Coursera Flash Sale
40% Off Coursera Plus for 3 Months!
Grab it
Learn about SNARY, a high-performance SmartNIC-accelerated retrieval system designed to optimize the performance bottleneck in large-scale recommendation systems through this 13-minute conference presentation from USENIX ATC '25. Discover how this generic system addresses the critical retrieval stage that selects thousands of relevant candidates from vast corpora containing millions of items, which traditionally becomes the performance bottleneck in two-stage recommendation paradigms. Explore SNARY's innovative architecture that utilizes High-Bandwidth Memory (HBM) for corpus storage and scanning, featuring two distinct search engines: a data parallelism exact search and a Locality-Sensitive Hashing (LSH)-based fuzzy search capability.
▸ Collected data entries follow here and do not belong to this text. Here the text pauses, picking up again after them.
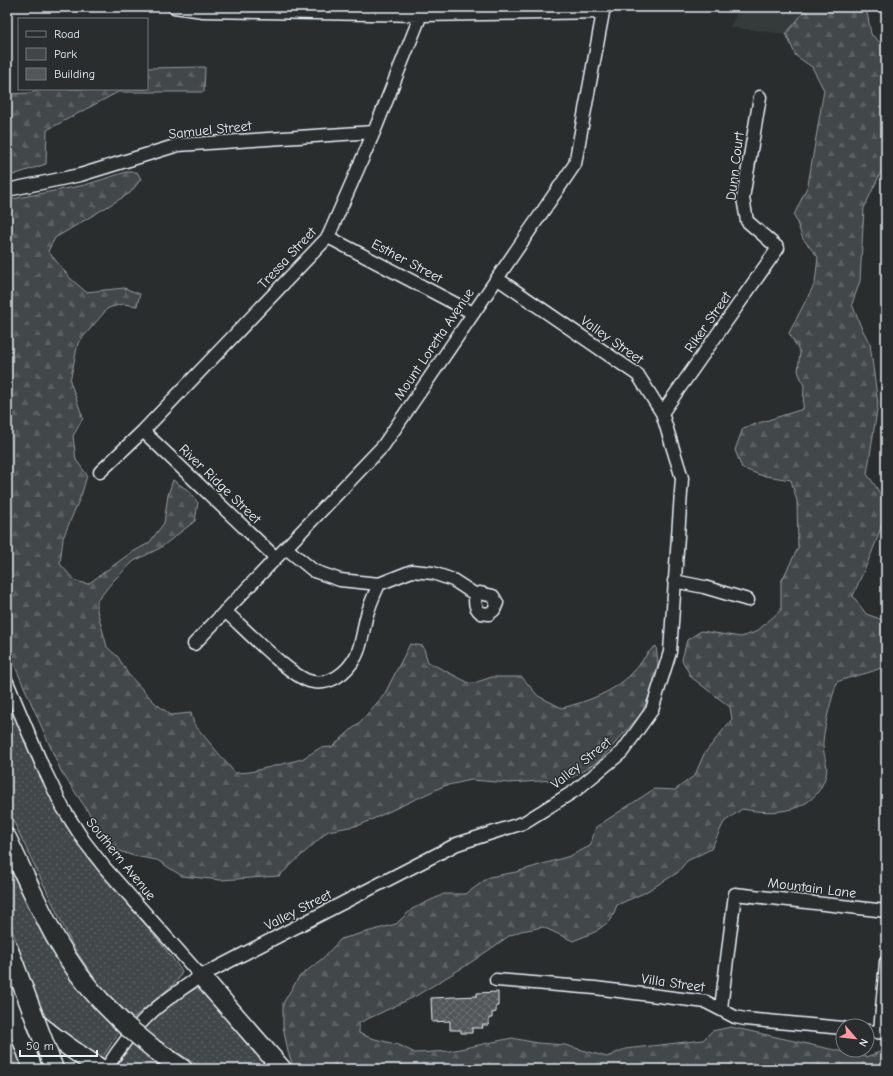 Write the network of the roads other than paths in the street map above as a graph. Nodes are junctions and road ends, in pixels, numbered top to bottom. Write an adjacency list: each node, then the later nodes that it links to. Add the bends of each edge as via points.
1 (174, 7): 3 (street, via 203,11)
2 (604, 10): 3 (street); 9 (street, Mount Loretta Avenue, via 575,164)
3 (422, 11): 5 (street, Tressa Street)
4 (760, 97): 8 (street, Dunn Court, via 743,198 747,221)
5 (374, 132): 6 (street, Samuel Street, via 178,145 80,175); 7 (street, Tressa Street)
6 (7, 190)
7 (328, 237): 10 (street, Esther Street); 12 (street, Tressa Street)
8 (778, 248): 11 (street, Riker Street)
9 (498, 278): 10 (street, Mount Loretta Avenue); 11 (street, Valley Street, via 638,375)
10 (473, 313): 14 (street, Mount Loretta Avenue, via 383,446)
11 (662, 413): 16 (street, Valley Street, via 682,478)
12 (143, 431): 13 (street, Tressa Street); 15 (street, River Ridge Street)
13 (100, 472)
14 (286, 548): 15 (street, Mount Loretta Avenue); 17 (street, via 304,564 326,576)
15 (276, 558): 20 (street, Mount Loretta Avenue)
16 (674, 581): 19 (street); 27 (street, Valley Street, via 670,652 652,710 622,752 576,790 523,823 458,844)
17 (379, 584): 18 (street, via 412,571 433,573 453,580); 20 (street, via 369,606 356,657 347,670 336,678 323,682 309,681 291,670)
18 (476, 595)
19 (748, 600)
20 (225, 611): 21 (street, Mount Loretta Avenue)
21 (194, 644)
22 (7, 682): 27 (street, Southern Avenue, via 42,765 63,808 84,841)
23 (7, 838): 38 (highway, bridge, via 73,968 125,1024 155,1050)
24 (886, 911): 31 (street, Mountain Lane, via 735,894)
25 (7, 945): 35 (highway, bridge)
26 (886, 962): 33 (street)
27 (201, 976): 37 (street, Valley Street, via 165,1000 145,1018 129,1035); 39 (highway)
28 (496, 980): 31 (street, Villa Street, via 595,988 712,1003)
29 (7, 995): 36 (highway, via 75,1052)
30 (7, 1000): 34 (highway)
31 (721, 1008): 32 (street, Villa Street, via 735,1017 745,1019)
32 (835, 1027)
33 (883, 1033)
34 (33, 1069)
35 (54, 1069)
36 (101, 1069)
37 (106, 1069)
38 (183, 1069)
39 (282, 1069) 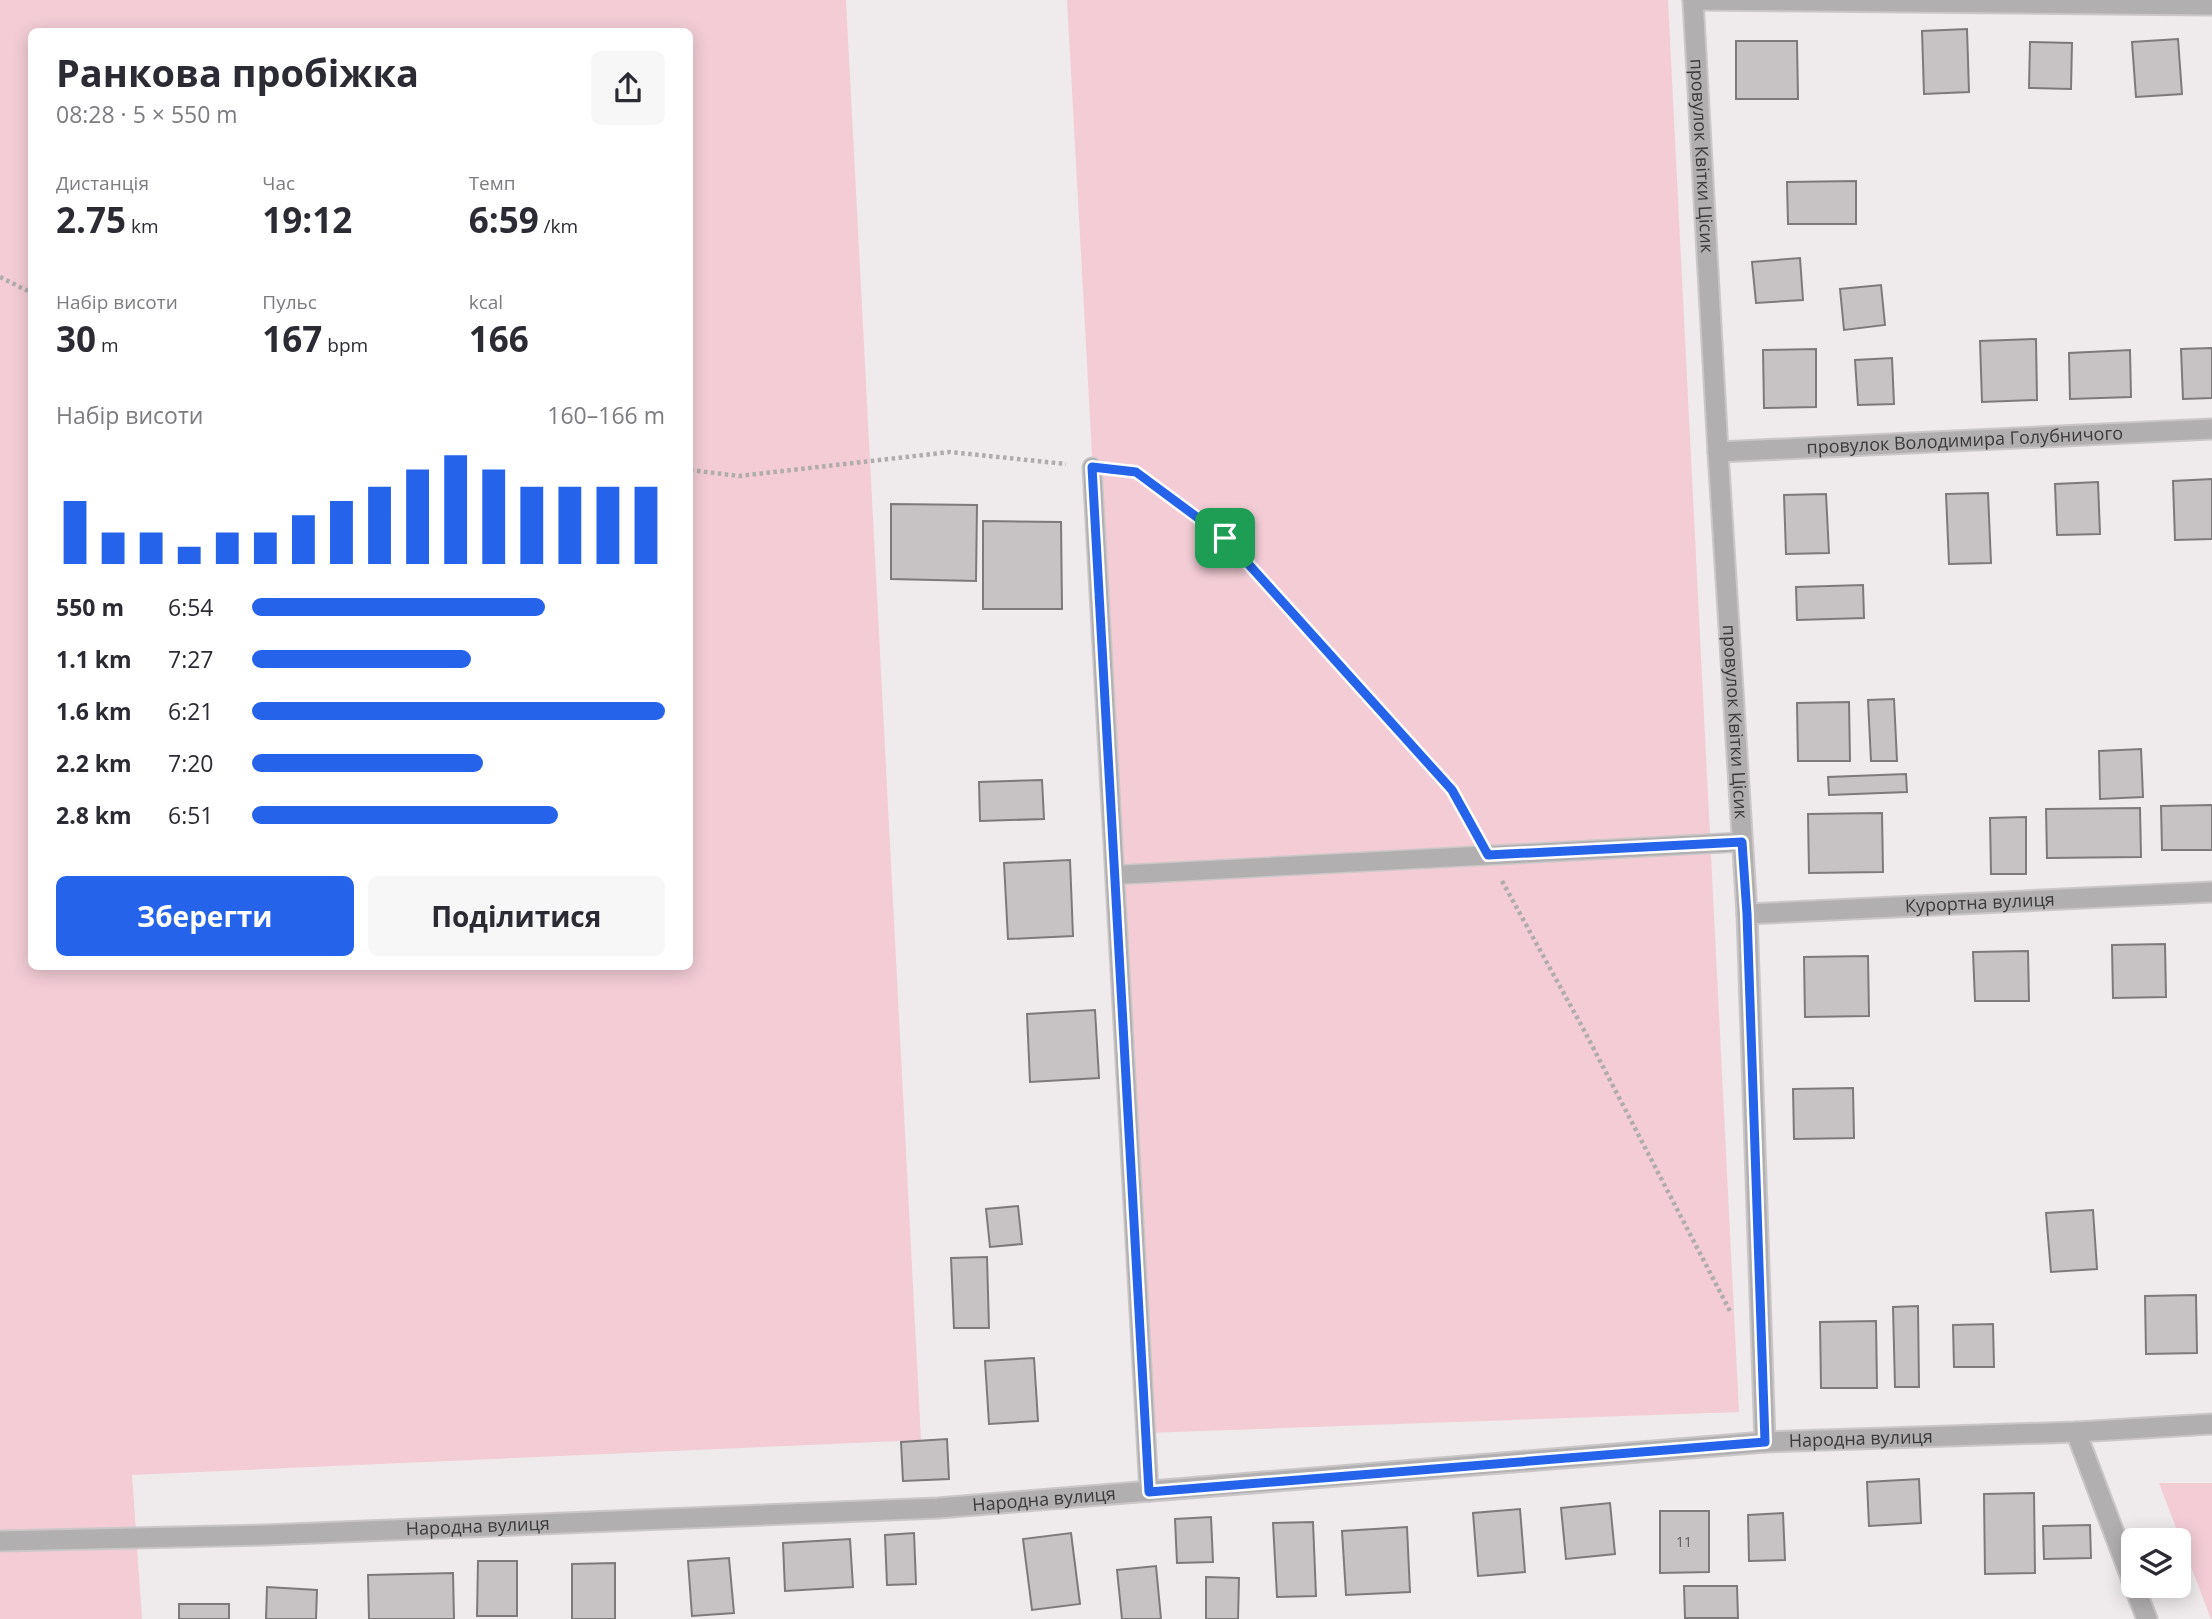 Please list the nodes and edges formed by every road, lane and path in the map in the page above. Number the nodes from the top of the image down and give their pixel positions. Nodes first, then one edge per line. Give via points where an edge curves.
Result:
1 (1693, 0) edge
2 (2212, 5) edge
3 (0, 277) edge
4 (28, 291) edge
5 (2212, 429) edge
6 (1718, 452) junction
7 (1092, 467) junction
8 (693, 470) edge
9 (1742, 842) junction
10 (1488, 855) junction
11 (1115, 875) junction
12 (2212, 892) edge
13 (1747, 914) junction
14 (1737, 1324) dead end
15 (2212, 1424) edge
16 (2076, 1432) junction
17 (1765, 1442) junction
18 (1149, 1492) junction
19 (0, 1541) edge
20 (2121, 1550) edge
21 (2139, 1598) edge
22 (2147, 1619) edge

1 - 2 street
1 - 6 street, провулок Квітки Цісик
3 - 4 path
5 - 6 street, провулок Володимира Голубничого
6 - 9 street, провулок Квітки Цісик
7 - 8 path via 950,452 739,476
7 - 10 path via 1136,472 1225,538 1452,790
7 - 11 lane
9 - 10 lane
9 - 13 street, провулок Квітки Цісик
10 - 11 lane
10 - 14 path
11 - 18 lane
12 - 13 street, Курортна вулиця
13 - 17 street, провулок Квітки Цісик
15 - 16 street, Народна вулиця
16 - 17 street, Народна вулиця
16 - 20 street
17 - 18 street, Народна вулиця
18 - 19 street, Народна вулиця via 938,1508
21 - 22 street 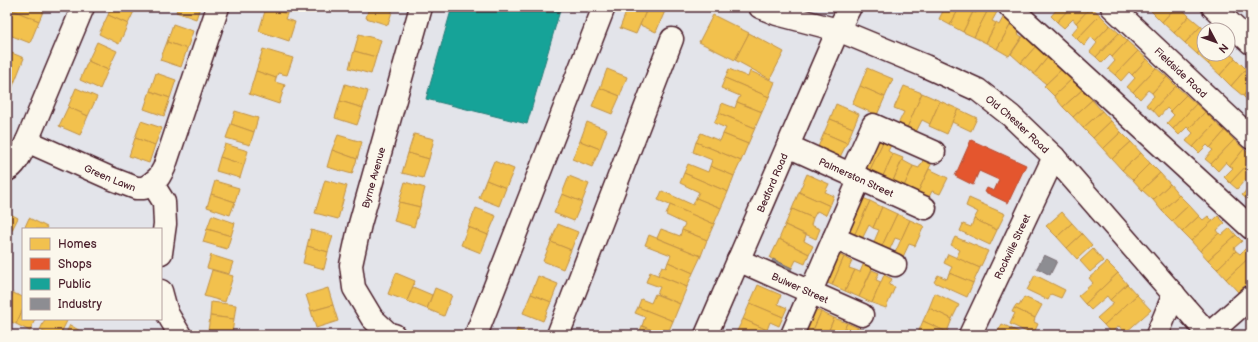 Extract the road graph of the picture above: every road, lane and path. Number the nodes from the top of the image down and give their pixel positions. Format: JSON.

Understand the system's pipeline-based approach for Top-K item selection and its comprehensive data flow streaming design, implemented on Xilinx commercial SmartNICs. Examine the impressive performance results demonstrating 20.91%-83.88% lower latency and 1.26×-18.27× higher latency-bounded throughput for exact search scenarios, plus 85.13%-87.40% lower latency and 20.18×-23.81× higher latency-bounded throughput for fuzzy search scenarios compared to state-of-the-art hardware-based solutions, making it a significant advancement in supporting both exact and fuzzy search capabilities for modern retrieval systems.